Parenterally administrated iron colloids are internalized by the phagocytic cells of the mononuclear phagocyte system (MPS). To maintain iron homeostasis, iron is either stored in ferritin/hemosiderin or transported by transferrin to its ultimate site of action such as the bone marrow for erythropoiesis. Iron release from the colloidal suspension and its subsequent distribution are size- and surface-dependent, with differences in core size and carbohydrate chemistry determining pharmacologic and bioactivity differences such as clearance rate, iron release rate, maximum tolerated dose, and rate of infusion [28,29]. Compared to iron dextran, the binding between the components is looser in iron sucrose and iron gluconate, which facilitates iron dissociation. This weak bond, however, increases the release of labile plasma iron, causing oxidative stress and potential tissue injury [19,30,31,32]. Currently, only one generic iron colloidal IV product, which was approved in 2011, is on the U.S. market (a generic SFG, Watson Pharma Inc., Corona, CA, USA). The FDA published a product-specific guidance for SFG IV infusion products [24] and the European Medicines Agency (EMA) published a reflection paper [33]. In FDA’s draft product-specific guidance, generic applicants need to demonstrate bioequivalence between generic SFG with its reference-listed product (RLD) via qualitative (Q1) and quantitative (Q2) formulation sameness, similar physicochemical characterization (e.g., particle size distribution, iron core characterization, composition of carbohydrate shell, particle morphology, and labile iron determination) and in vivo pharmacokinetic bioequivalence studies [24]. In addition to the above recommended studies, EMA further requests non-clinical studies of nanoparticle iron uptake and distribution in plasma, macrophages, pharmacological/toxicological target tissues in animal and in vitro cellular model [33]. To compare the different approaches to equivalence between the U.S. FDA and EMA, we conducted in vitro cellular uptake studies to compare iron uptake in human macrophage cells treated with two lots of Ferrlecit® and one lot of the generic SFG. The information obtained through this study supports the quality of U.S.-approved generic iron complex products and FDA’s review standards for SFG complex drug products.
2. Results
Commercially available lots of Ferrlecit® and generic SFG compliant with FDA-approved specifications were purchased from a retail pharmacy.
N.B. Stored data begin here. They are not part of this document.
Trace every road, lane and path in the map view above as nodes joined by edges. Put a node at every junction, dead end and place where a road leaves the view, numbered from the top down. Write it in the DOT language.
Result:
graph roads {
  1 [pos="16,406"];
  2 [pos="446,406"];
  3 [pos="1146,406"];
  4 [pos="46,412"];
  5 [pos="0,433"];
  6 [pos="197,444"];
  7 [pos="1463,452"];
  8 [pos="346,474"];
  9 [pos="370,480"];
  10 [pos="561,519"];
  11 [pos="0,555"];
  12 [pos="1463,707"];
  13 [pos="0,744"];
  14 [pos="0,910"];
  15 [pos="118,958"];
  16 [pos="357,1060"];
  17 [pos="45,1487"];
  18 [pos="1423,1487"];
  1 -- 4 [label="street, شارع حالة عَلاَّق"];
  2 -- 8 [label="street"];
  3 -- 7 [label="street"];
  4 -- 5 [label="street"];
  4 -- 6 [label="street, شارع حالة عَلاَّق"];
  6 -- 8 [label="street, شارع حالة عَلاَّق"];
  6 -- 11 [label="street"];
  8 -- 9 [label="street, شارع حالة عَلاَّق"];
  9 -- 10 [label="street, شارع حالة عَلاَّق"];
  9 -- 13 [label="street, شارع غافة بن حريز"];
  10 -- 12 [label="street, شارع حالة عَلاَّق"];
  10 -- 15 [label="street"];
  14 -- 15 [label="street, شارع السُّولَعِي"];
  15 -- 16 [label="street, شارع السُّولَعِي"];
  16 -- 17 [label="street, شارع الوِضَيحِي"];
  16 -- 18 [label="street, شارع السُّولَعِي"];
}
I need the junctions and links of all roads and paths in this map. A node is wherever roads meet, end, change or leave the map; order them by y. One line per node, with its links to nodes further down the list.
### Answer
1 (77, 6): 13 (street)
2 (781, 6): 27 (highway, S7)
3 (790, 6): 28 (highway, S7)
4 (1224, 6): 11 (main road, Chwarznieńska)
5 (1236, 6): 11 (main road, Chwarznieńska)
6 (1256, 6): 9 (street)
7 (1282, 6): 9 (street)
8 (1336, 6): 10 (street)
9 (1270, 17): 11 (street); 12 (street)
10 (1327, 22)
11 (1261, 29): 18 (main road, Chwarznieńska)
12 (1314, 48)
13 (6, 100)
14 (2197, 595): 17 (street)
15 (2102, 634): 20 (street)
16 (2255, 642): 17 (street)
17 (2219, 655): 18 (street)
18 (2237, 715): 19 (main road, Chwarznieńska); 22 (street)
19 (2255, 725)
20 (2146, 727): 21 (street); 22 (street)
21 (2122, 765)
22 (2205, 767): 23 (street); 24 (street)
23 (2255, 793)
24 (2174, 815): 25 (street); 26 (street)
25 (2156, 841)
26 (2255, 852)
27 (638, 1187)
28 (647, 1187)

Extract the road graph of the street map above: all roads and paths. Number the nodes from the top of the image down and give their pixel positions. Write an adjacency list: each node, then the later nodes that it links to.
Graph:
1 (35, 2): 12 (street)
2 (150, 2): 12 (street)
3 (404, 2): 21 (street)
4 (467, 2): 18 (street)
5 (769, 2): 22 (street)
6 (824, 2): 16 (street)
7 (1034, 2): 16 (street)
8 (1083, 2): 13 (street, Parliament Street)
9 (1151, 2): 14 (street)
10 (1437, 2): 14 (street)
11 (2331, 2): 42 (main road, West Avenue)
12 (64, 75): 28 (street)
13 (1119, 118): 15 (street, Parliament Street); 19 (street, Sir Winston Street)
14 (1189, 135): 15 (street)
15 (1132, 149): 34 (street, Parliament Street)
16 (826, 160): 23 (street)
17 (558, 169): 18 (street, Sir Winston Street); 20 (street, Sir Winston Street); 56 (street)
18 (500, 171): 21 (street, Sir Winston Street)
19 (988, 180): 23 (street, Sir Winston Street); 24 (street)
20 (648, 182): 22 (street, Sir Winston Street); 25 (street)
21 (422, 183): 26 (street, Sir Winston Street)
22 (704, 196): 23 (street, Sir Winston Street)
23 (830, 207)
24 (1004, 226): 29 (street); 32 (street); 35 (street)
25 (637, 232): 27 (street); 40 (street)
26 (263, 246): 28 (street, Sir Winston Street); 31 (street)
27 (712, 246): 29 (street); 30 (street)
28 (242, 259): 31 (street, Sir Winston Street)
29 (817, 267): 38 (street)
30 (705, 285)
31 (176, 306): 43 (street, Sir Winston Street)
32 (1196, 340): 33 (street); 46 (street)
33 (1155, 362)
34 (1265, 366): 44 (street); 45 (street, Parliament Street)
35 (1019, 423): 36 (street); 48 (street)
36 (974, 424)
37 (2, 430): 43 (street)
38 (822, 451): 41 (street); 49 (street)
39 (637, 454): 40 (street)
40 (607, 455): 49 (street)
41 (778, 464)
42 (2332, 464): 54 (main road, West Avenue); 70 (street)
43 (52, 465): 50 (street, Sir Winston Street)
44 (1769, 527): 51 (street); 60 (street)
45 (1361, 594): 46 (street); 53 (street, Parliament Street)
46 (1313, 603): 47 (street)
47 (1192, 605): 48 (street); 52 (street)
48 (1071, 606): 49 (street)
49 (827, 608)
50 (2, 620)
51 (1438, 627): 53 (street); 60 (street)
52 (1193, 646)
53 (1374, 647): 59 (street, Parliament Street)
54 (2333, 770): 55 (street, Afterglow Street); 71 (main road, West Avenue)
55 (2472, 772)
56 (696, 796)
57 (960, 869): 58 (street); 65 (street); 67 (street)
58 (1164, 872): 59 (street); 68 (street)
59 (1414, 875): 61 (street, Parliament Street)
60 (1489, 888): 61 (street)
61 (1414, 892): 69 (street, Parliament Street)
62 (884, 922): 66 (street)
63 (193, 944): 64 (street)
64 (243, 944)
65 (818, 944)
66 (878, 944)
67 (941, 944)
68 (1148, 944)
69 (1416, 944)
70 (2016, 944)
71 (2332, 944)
These products were fully characterized and the generic SFG has similar particle size distribution, iron core, composition of carbohydrate shell, and other physicochemical properties as the reference drug Ferrlecit® [34]. In this study, the iron uptake comparison between Ferrlecit® and the generic SFG was performed in three different human macrophage cell lines: THP-1, HL60, and U937. All three macrophage cell lines have been extensively used in research to study nanoparticle uptake [35,36,37,38,39]. For instance, the THP-1 cell line was used to study the iron uptake by comparing Venofer® and its generic iron sucrose [36].
We collected both cell pellets and cell culture supernatant to directly and indirectly determine the cellular iron uptake with and without centrifuge tube filters. The adapted colorimetric assay was able to measure iron both as an element and in a complex. Based on the cell pellet sample results, in general, the iron uptake profile exhibits a consistent pattern across the tested cell lines and doses with a time-dependent increase. Figure 1a–f showed that the amount of iron taken up by THP-1 cells increased with a longer incubation time. Similar results were obtained in HL-60 cells (Figure 2a–f) and U937 cells (Figure 3a–f), indicating that iron uptake was positively correlated with incubation time.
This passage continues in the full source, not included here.